**** Excerpted data ****

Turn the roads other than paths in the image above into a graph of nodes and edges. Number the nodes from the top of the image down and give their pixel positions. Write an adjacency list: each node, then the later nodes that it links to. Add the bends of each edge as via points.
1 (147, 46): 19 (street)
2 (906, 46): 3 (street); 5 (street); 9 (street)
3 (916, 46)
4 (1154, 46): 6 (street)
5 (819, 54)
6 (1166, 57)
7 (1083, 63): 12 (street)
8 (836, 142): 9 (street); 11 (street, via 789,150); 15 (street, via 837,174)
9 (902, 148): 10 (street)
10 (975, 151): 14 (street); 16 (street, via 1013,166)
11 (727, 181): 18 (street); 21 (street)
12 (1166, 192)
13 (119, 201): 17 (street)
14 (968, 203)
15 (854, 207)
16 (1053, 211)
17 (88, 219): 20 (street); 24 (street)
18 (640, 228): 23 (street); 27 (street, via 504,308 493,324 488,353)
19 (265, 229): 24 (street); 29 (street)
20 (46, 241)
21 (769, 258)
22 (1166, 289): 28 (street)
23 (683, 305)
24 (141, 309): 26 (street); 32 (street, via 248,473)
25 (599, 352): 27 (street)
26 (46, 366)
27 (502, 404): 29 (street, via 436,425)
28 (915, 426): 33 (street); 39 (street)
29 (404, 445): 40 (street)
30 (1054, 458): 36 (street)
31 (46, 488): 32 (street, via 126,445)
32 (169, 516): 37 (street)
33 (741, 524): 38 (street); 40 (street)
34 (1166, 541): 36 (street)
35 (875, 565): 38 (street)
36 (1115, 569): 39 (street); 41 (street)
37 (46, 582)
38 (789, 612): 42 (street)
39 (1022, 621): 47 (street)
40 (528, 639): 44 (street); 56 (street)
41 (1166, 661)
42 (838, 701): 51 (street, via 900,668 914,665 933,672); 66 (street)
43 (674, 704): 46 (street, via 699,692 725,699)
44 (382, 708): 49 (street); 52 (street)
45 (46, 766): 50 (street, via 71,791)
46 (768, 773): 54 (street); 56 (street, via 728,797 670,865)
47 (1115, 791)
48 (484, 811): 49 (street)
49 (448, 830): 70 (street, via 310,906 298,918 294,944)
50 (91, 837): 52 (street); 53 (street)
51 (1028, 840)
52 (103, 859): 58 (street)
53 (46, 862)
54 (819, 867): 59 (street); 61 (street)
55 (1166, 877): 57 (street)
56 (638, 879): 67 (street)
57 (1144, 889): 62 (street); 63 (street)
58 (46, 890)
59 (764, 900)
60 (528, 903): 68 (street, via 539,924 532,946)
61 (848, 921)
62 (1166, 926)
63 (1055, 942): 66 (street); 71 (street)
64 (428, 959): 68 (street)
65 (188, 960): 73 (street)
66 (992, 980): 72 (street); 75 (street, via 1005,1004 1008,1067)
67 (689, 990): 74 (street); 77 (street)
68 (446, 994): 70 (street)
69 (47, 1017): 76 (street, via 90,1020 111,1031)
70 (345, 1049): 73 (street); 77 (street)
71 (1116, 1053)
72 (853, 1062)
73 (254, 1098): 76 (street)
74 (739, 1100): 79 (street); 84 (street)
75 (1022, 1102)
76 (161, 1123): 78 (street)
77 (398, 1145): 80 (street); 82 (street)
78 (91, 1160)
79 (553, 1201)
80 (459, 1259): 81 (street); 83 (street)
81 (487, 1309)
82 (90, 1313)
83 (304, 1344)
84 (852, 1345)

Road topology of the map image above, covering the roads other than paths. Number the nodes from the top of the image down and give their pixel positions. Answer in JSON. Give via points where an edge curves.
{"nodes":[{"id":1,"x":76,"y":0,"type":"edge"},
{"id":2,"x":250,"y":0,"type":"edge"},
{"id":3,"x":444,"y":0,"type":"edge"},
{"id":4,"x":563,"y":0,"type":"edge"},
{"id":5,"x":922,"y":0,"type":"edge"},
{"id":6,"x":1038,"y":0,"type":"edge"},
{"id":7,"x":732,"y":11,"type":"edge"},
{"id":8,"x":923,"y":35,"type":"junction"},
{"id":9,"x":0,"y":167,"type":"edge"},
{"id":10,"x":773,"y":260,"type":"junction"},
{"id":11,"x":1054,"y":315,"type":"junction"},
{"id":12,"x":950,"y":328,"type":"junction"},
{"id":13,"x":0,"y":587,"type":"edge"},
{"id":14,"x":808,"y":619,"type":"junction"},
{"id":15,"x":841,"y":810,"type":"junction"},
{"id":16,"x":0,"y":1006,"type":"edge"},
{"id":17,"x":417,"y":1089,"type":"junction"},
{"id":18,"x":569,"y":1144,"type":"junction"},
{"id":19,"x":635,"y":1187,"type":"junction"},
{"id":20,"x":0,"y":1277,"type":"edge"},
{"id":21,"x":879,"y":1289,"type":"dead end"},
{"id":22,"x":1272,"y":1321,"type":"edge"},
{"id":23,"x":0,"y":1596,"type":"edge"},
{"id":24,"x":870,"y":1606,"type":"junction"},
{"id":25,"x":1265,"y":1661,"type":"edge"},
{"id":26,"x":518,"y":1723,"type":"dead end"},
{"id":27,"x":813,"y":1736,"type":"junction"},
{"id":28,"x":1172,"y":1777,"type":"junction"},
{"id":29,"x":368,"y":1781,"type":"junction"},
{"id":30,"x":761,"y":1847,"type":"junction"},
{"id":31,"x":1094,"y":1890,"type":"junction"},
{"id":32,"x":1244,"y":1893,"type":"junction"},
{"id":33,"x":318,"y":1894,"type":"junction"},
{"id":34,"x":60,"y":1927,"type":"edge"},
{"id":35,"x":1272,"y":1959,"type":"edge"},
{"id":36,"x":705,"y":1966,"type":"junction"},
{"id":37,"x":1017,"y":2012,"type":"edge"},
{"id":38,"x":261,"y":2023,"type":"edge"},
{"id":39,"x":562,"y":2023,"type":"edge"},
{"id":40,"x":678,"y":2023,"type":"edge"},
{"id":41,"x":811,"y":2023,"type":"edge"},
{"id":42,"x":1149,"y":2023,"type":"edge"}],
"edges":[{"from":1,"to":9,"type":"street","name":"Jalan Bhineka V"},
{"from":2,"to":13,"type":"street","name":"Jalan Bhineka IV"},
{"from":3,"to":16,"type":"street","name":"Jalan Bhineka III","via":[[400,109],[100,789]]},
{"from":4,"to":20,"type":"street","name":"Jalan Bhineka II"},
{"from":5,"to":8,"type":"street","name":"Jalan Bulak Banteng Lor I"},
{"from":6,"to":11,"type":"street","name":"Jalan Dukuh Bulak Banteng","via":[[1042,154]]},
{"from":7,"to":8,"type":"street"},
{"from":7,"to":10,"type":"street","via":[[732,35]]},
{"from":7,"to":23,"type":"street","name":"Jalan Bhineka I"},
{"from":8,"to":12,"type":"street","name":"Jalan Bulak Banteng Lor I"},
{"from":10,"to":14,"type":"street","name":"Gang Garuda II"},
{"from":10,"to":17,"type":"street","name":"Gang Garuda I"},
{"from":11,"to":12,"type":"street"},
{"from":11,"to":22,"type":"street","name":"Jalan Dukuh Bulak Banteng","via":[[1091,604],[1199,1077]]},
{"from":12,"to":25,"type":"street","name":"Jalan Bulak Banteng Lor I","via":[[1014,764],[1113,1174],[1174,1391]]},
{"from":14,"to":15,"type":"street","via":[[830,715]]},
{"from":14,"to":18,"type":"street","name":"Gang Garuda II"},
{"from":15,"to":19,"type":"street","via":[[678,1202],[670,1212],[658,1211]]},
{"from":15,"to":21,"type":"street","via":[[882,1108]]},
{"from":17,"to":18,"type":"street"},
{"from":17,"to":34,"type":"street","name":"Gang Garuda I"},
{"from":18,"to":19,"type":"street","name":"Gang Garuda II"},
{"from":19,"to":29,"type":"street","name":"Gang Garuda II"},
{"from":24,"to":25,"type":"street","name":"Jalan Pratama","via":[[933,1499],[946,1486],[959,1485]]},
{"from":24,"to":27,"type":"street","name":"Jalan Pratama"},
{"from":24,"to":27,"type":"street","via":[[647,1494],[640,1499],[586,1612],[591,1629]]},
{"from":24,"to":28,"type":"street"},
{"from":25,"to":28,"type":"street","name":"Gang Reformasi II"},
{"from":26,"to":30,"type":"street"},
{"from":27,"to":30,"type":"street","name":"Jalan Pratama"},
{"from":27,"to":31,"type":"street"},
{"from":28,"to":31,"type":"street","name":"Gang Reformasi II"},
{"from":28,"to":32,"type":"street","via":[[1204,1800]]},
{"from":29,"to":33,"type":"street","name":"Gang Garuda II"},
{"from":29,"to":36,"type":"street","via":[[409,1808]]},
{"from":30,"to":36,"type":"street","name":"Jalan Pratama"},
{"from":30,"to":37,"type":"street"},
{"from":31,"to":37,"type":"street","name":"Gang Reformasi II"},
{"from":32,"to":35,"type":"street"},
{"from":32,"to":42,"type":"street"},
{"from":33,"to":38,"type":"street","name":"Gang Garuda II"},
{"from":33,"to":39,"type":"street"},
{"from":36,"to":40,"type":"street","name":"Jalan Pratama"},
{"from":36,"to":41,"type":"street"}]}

****

* Task objective *
When a line of the records holds the word "other", copy that line.

* Problem solution *
Turn the roads other than paths in the image above into a graph of nodes and edges. Number the nodes from the top of the image down and give their pixel positions. Write an adjacency list: each node, then the later nodes that it links to. Add the bends of each edge as via points.
Road topology of the map image above, covering the roads other than paths. Number the nodes from the top of the image down and give their pixel positions. Answer in JSON. Give via points where an edge curves.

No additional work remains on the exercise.